不死鳥よりもたらされる衝撃に双子の片割れは決断する

・・・ムウとカノンが合流して時間が取れたことで二人はダアトへ飛びこそしたが、肝心の一輝の姿は見つけることは出来なかった。その事に首を傾げはしたものの必要以上に一輝捜索に時間を取るわけにはいかず、二人はデスマスク達の元へと飛んでいった。












『・・・一輝の姿はダアト辺りにもなかったのか・・・』
『あの野郎、一体どこに行ってやがんだよ・・・』
・・・それで辿り着いた軍港だが、二人は中に入るとややこしいことになるため遠巻きの位置で軍港を見れる位置に着けた。
そんな状況で小宇宙の通信を用いて会話をするカノン達だが、未だ分からぬ一輝の行方についてアイオロスとデスマスクが微妙そうに声を上げていた。
『今は一輝の行方については置いておこう・・・カノン、これからどうするというんだ?我々が得た情報をムウより聞いたお前は』
「・・・それについてだが、お前達がバチカルに着くまで待ってほしい」
カミュが空気を変える為に声を上げ指示を仰ぐようにカノンに話題を振るが、当人は真剣な声色で待つようにと言う。
『おいおいカノン、俺達の話は聞いてたんだろ?まだ何か悩んでるってーのか?』
「いや、そう言うわけではない。ここまでお前達に協力してもらっている現状で今更事態の解決に二の足を踏むつもりはない・・・ただ今の時点で事態を全て解決するにはまだ無理があると思う。この何もかもが中途半端な状態ではな。おそらくこの状況で、最も流れを左右しかねないのは・・・レプリカという技術を用いていることもあり、謡将を含めた神託の盾だ」
『成程・・・カノンは今バチカルには謡将がいるということもあり、神託の盾がまた何か動きを見せてくるのではないかと考えているんだな?バチカルに着いた神託の盾が謡将に接触するのではないかと・・・』
「このまま行けば導師を追い、神託の盾達はバチカルにまで追い掛けてくるだろう・・・そうなれば奴らもそれなりの動きを見せてくると思う。だから俺は奴らがどのような行動をするかで決めたいと思う。どうするべきかをな。それがわからん内に先走ってしまえば妙な事態になりかねんからお前達はまだバチカルまでは今のよう、導師達の護衛に専念を頼む」
『成程な・・・』
すかさずデスマスクはその及び腰な姿勢を非難するが、神託の盾にヴァンの行動次第だと根拠を語るカノンにアイオロスも同じように納得した。

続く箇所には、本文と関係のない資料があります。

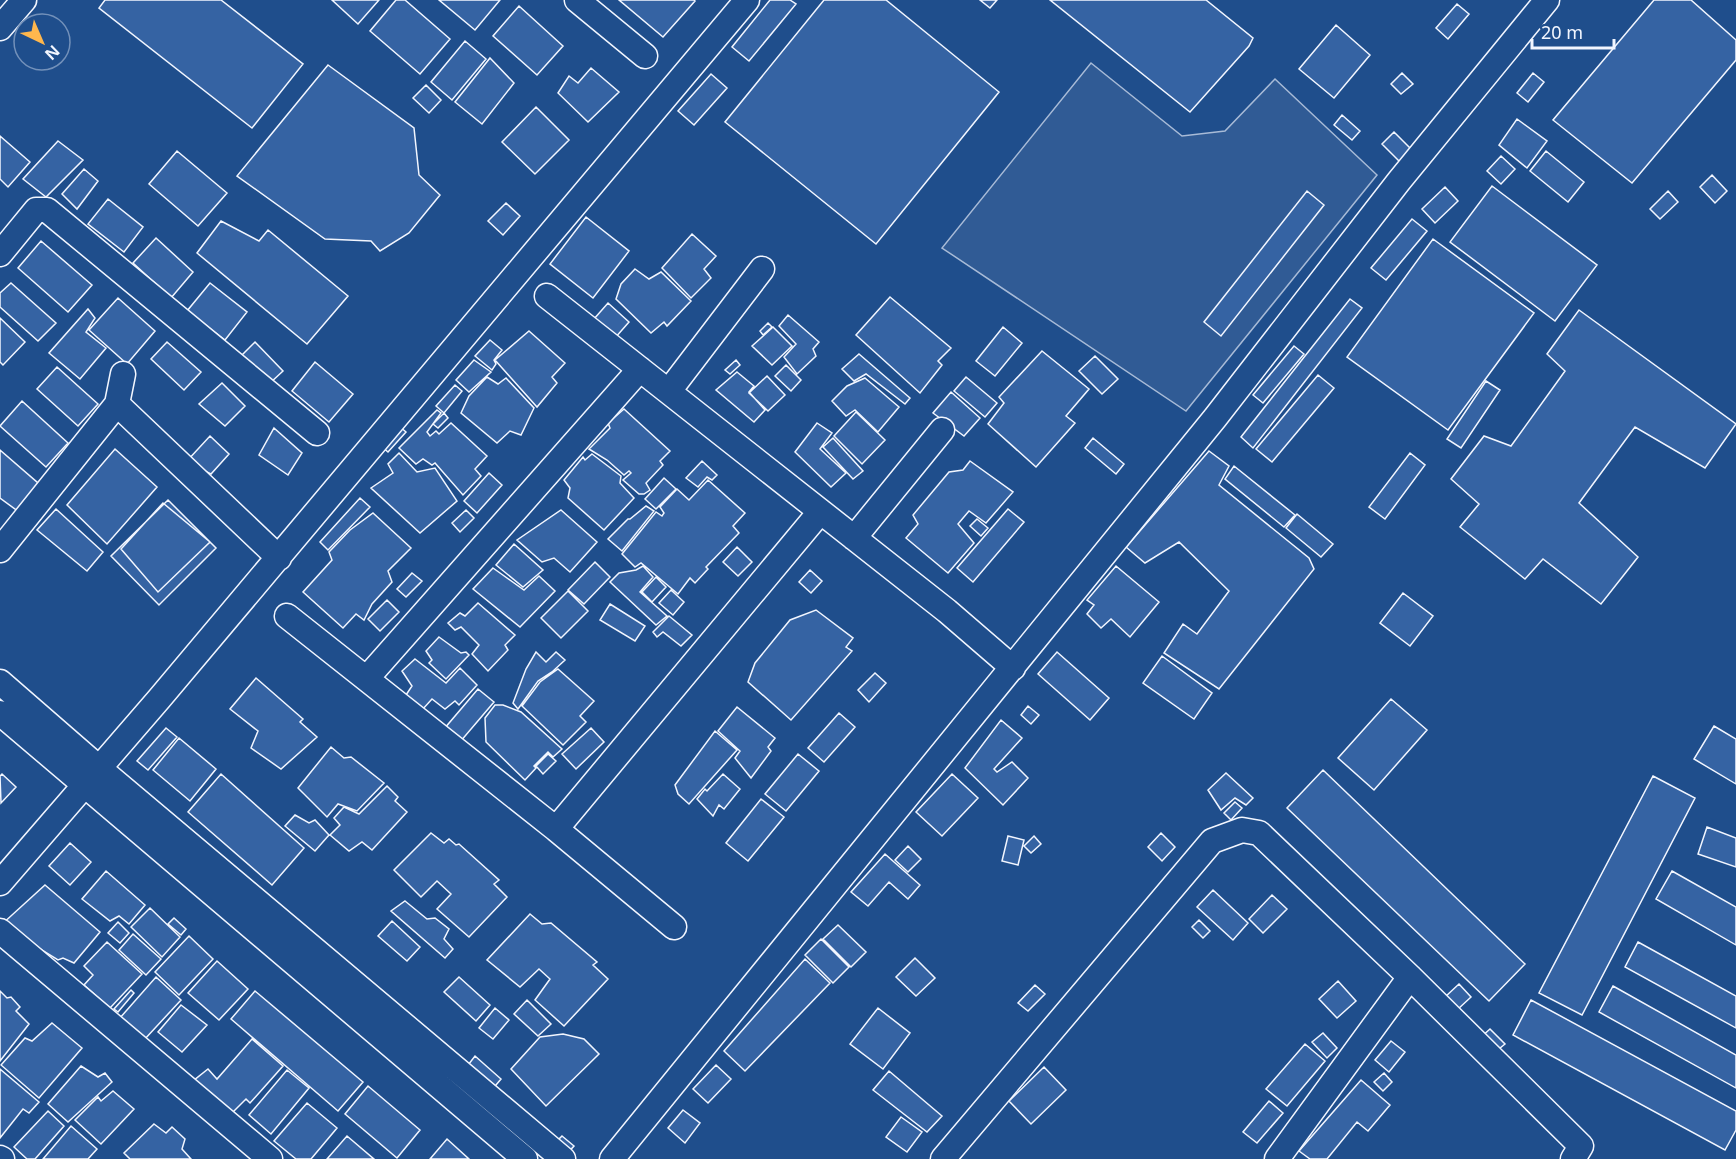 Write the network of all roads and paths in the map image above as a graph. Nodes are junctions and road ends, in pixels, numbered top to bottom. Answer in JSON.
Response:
{"nodes":[{"id":1,"x":24,"y":0,"type":"edge"},
{"id":2,"x":577,"y":0,"type":"edge"},
{"id":3,"x":747,"y":0,"type":"edge"},
{"id":4,"x":1547,"y":0,"type":"edge"},
{"id":5,"x":0,"y":28,"type":"edge"},
{"id":6,"x":645,"y":56,"type":"dead end"},
{"id":7,"x":0,"y":254,"type":"edge"},
{"id":8,"x":762,"y":269,"type":"dead end"},
{"id":9,"x":547,"y":296,"type":"dead end"},
{"id":10,"x":640,"y":369,"type":"junction"},
{"id":11,"x":123,"y":374,"type":"dead end"},
{"id":12,"x":669,"y":392,"type":"junction"},
{"id":13,"x":117,"y":405,"type":"junction"},
{"id":14,"x":942,"y":430,"type":"dead end"},
{"id":15,"x":317,"y":433,"type":"dead end"},
{"id":16,"x":820,"y":512,"type":"junction"},
{"id":17,"x":854,"y":538,"type":"junction"},
{"id":18,"x":0,"y":550,"type":"edge"},
{"id":19,"x":279,"y":558,"type":"junction"},
{"id":20,"x":287,"y":616,"type":"dead end"},
{"id":21,"x":1013,"y":668,"type":"junction"},
{"id":22,"x":367,"y":678,"type":"junction"},
{"id":23,"x":0,"y":682,"type":"edge"},
{"id":24,"x":0,"y":713,"type":"edge"},
{"id":25,"x":92,"y":777,"type":"junction"},
{"id":26,"x":556,"y":829,"type":"junction"},
{"id":27,"x":0,"y":883,"type":"edge"},
{"id":28,"x":674,"y":927,"type":"dead end"},
{"id":29,"x":0,"y":931,"type":"edge"},
{"id":30,"x":1410,"y":977,"type":"junction"},
{"id":31,"x":270,"y":1159,"type":"edge"},
{"id":32,"x":525,"y":1159,"type":"edge"},
{"id":33,"x":563,"y":1159,"type":"edge"},
{"id":34,"x":612,"y":1159,"type":"edge"},
{"id":35,"x":943,"y":1159,"type":"edge"},
{"id":36,"x":1277,"y":1159,"type":"edge"},
{"id":37,"x":1573,"y":1159,"type":"edge"}],
"edges":[{"from":1,"to":5,"type":"street"},
{"from":2,"to":6,"type":"street"},
{"from":3,"to":19,"type":"street"},
{"from":4,"to":21,"type":"street"},
{"from":7,"to":15,"type":"street"},
{"from":8,"to":12,"type":"street"},
{"from":9,"to":10,"type":"street"},
{"from":10,"to":12,"type":"street"},
{"from":10,"to":22,"type":"street"},
{"from":11,"to":13,"type":"street"},
{"from":12,"to":16,"type":"street"},
{"from":13,"to":18,"type":"street"},
{"from":13,"to":19,"type":"street"},
{"from":14,"to":17,"type":"street"},
{"from":16,"to":17,"type":"street"},
{"from":16,"to":26,"type":"street"},
{"from":17,"to":21,"type":"street"},
{"from":19,"to":25,"type":"street"},
{"from":20,"to":22,"type":"street"},
{"from":21,"to":34,"type":"street"},
{"from":22,"to":26,"type":"street"},
{"from":23,"to":25,"type":"street"},
{"from":24,"to":25,"type":"street"},
{"from":25,"to":27,"type":"street"},
{"from":25,"to":32,"type":"street"},
{"from":25,"to":33,"type":"street"},
{"from":26,"to":28,"type":"street"},
{"from":29,"to":31,"type":"street"},
{"from":30,"to":35,"type":"street"},
{"from":30,"to":36,"type":"street"},
{"from":30,"to":37,"type":"street"}]}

『しかし慎重ですね、カノン。貴方の考え方は・・・ここまで来てしまえば事実をそのまま白日の元に晒してもいいでしょうに、多少強引でもそちらの方が事態の解決をするには早い』
「・・・慎重にもなる。そう判断してしまえば他の者もそうだが、ルークの立場という物を非常に危ういものへと変えかねないからな」
『・・・今の貴方なら教皇にもなれそうな気がしますよ。そのように人々の事を気にかけれるんですからね』
「茶化すなムウ、それに教皇ならアイオロスがいるだろう」
『いや、俺は教皇の座は譲ってもいいぞ。お前が望むのならな』
「お前まで乗っかかるな、アイオロス・・・」
ムウがそこに早く事態の解決をすればと言い出すが、カノンは固い口調でそれは無理だと否定を示す。その答えにムウはおろかアイオロスまでもが教皇になれると軽くほのめかしてきたことに、カノンは疲れたように声を上げる。